* What you have to do *
Your job is to return the whole listing unchanged while skipping its images.

• • • • •

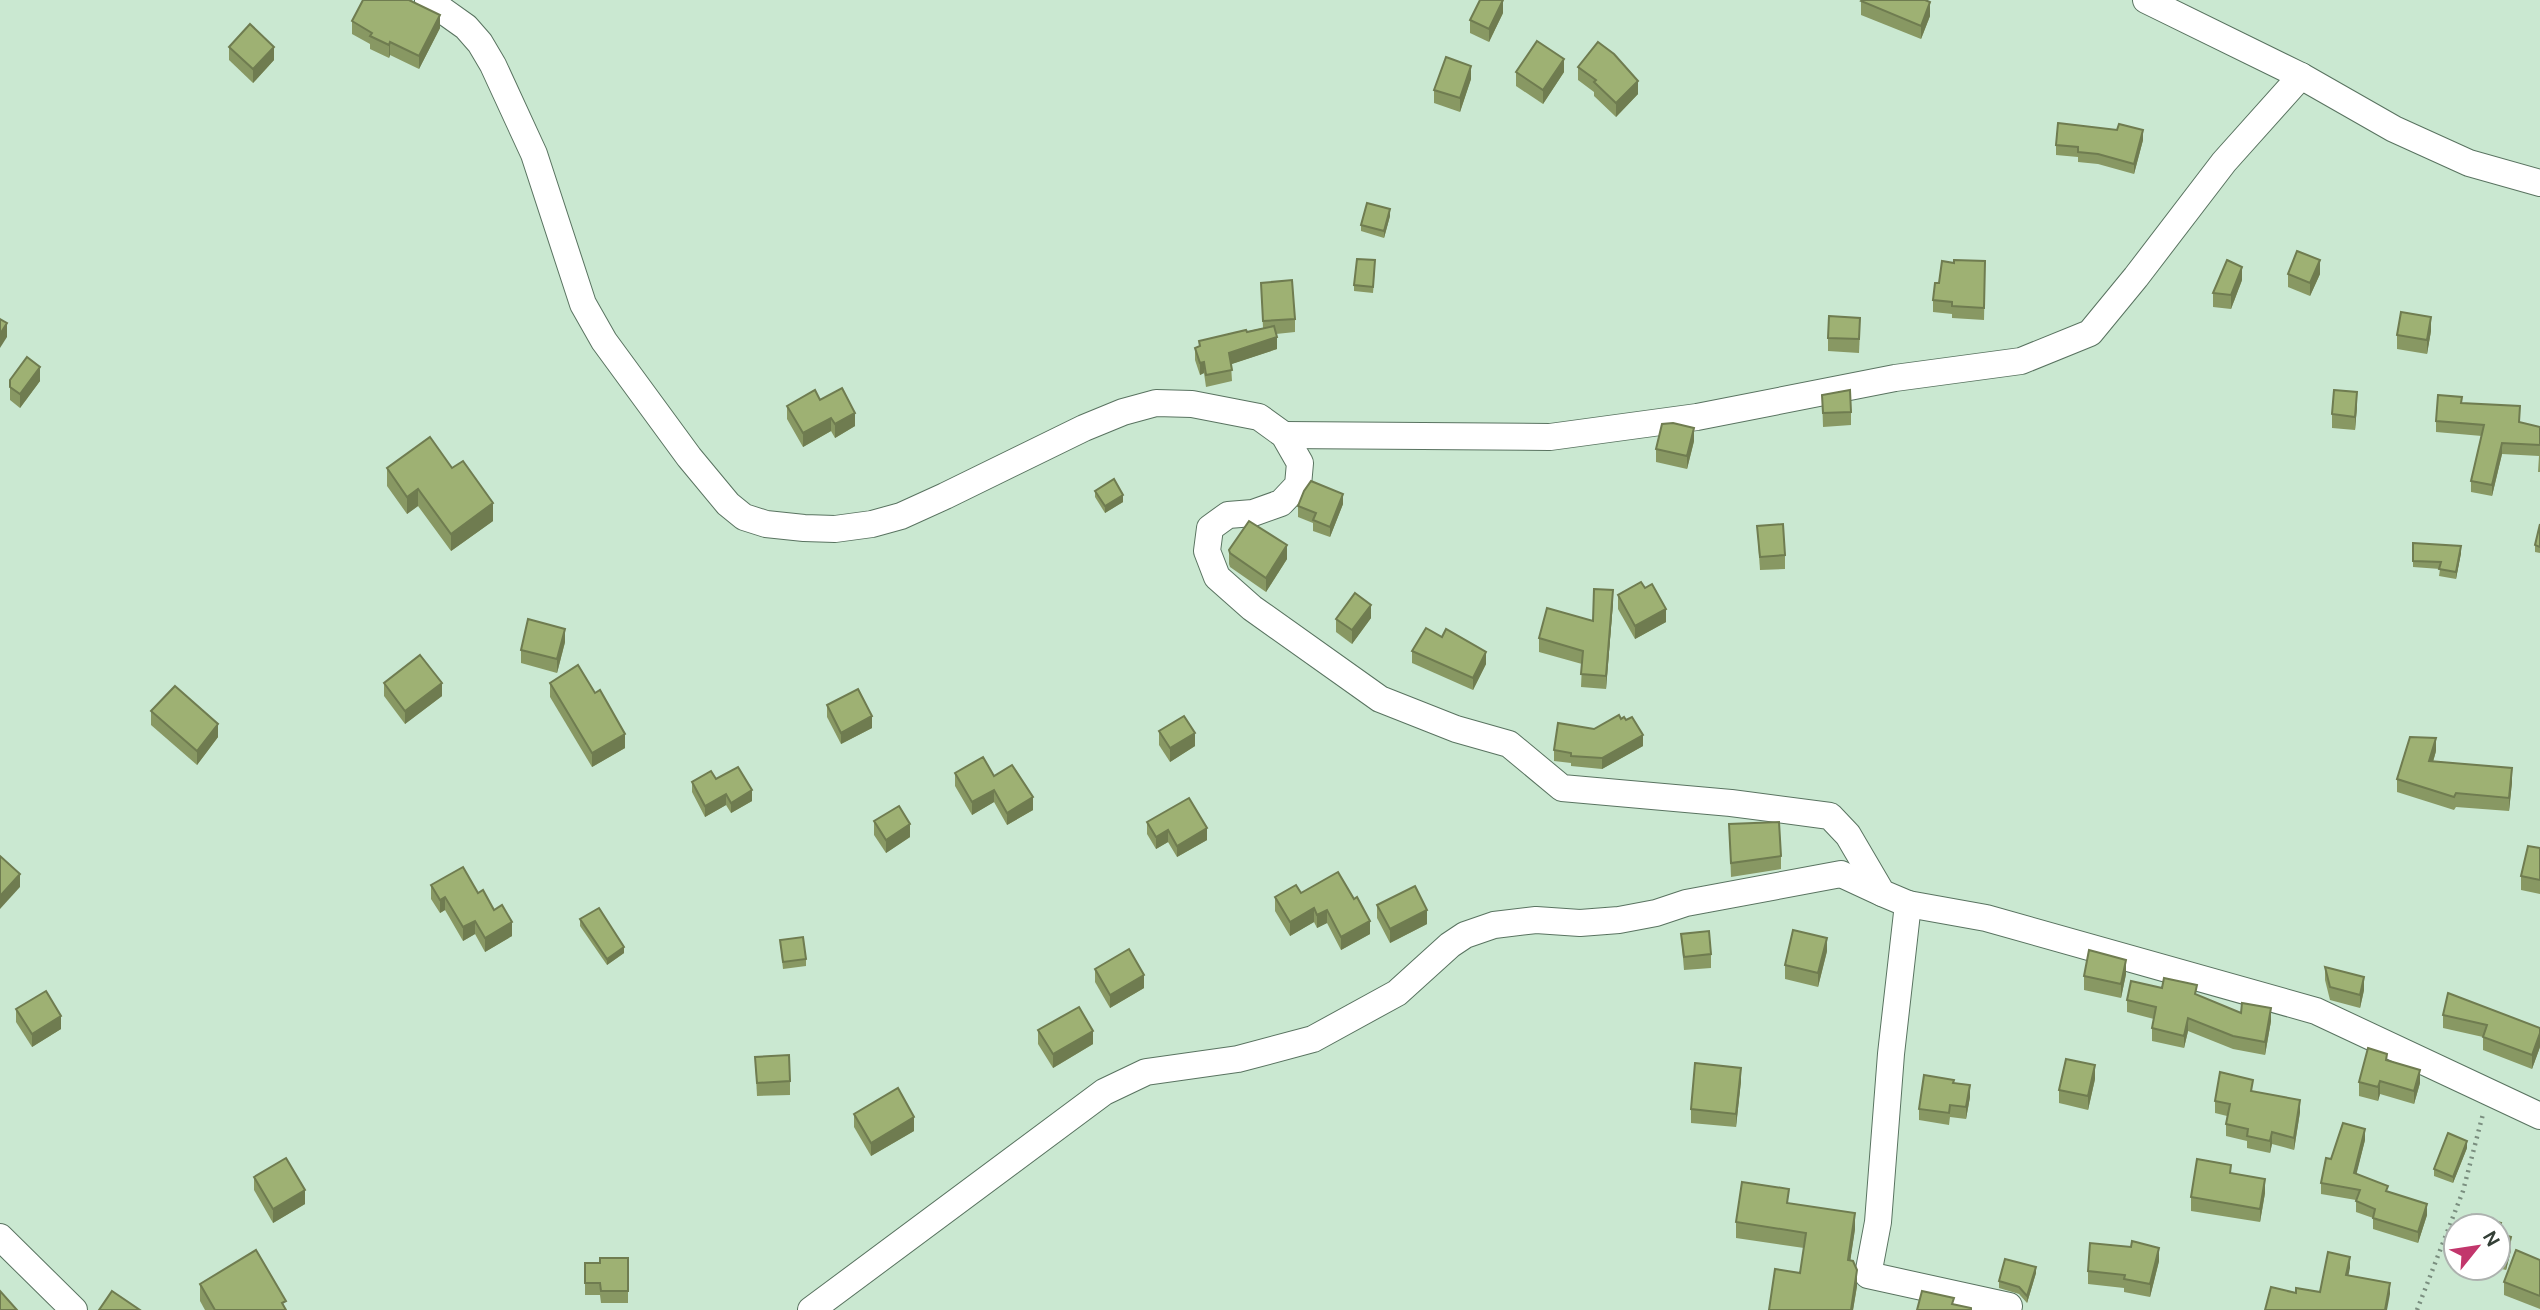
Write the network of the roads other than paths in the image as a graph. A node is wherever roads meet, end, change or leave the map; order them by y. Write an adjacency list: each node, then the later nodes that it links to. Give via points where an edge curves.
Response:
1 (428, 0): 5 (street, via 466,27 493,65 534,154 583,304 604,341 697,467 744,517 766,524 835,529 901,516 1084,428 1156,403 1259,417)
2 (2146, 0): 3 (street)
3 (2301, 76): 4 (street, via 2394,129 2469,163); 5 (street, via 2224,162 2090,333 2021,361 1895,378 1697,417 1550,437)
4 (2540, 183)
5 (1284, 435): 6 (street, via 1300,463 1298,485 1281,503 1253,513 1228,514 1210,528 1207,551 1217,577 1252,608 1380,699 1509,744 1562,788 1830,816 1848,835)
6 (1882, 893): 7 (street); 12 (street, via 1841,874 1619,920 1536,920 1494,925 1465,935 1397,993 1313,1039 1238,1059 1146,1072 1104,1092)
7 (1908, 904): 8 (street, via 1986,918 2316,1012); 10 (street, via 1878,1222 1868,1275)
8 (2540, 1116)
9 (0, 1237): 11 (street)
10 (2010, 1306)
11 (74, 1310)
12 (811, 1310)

• • • • •

* Worked solution *
Write the network of the roads other than paths in the image as a graph. A node is wherever roads meet, end, change or leave the map; order them by y. Write an adjacency list: each node, then the later nodes that it links to. Give via points where an edge curves.
Response:
1 (428, 0): 5 (street, via 466,27 493,65 534,154 583,304 604,341 697,467 744,517 766,524 835,529 901,516 1084,428 1156,403 1259,417)
2 (2146, 0): 3 (street)
3 (2301, 76): 4 (street, via 2394,129 2469,163); 5 (street, via 2224,162 2090,333 2021,361 1895,378 1697,417 1550,437)
4 (2540, 183)
5 (1284, 435): 6 (street, via 1300,463 1298,485 1281,503 1253,513 1228,514 1210,528 1207,551 1217,577 1252,608 1380,699 1509,744 1562,788 1830,816 1848,835)
6 (1882, 893): 7 (street); 12 (street, via 1841,874 1619,920 1536,920 1494,925 1465,935 1397,993 1313,1039 1238,1059 1146,1072 1104,1092)
7 (1908, 904): 8 (street, via 1986,918 2316,1012); 10 (street, via 1878,1222 1868,1275)
8 (2540, 1116)
9 (0, 1237): 11 (street)
10 (2010, 1306)
11 (74, 1310)
12 (811, 1310)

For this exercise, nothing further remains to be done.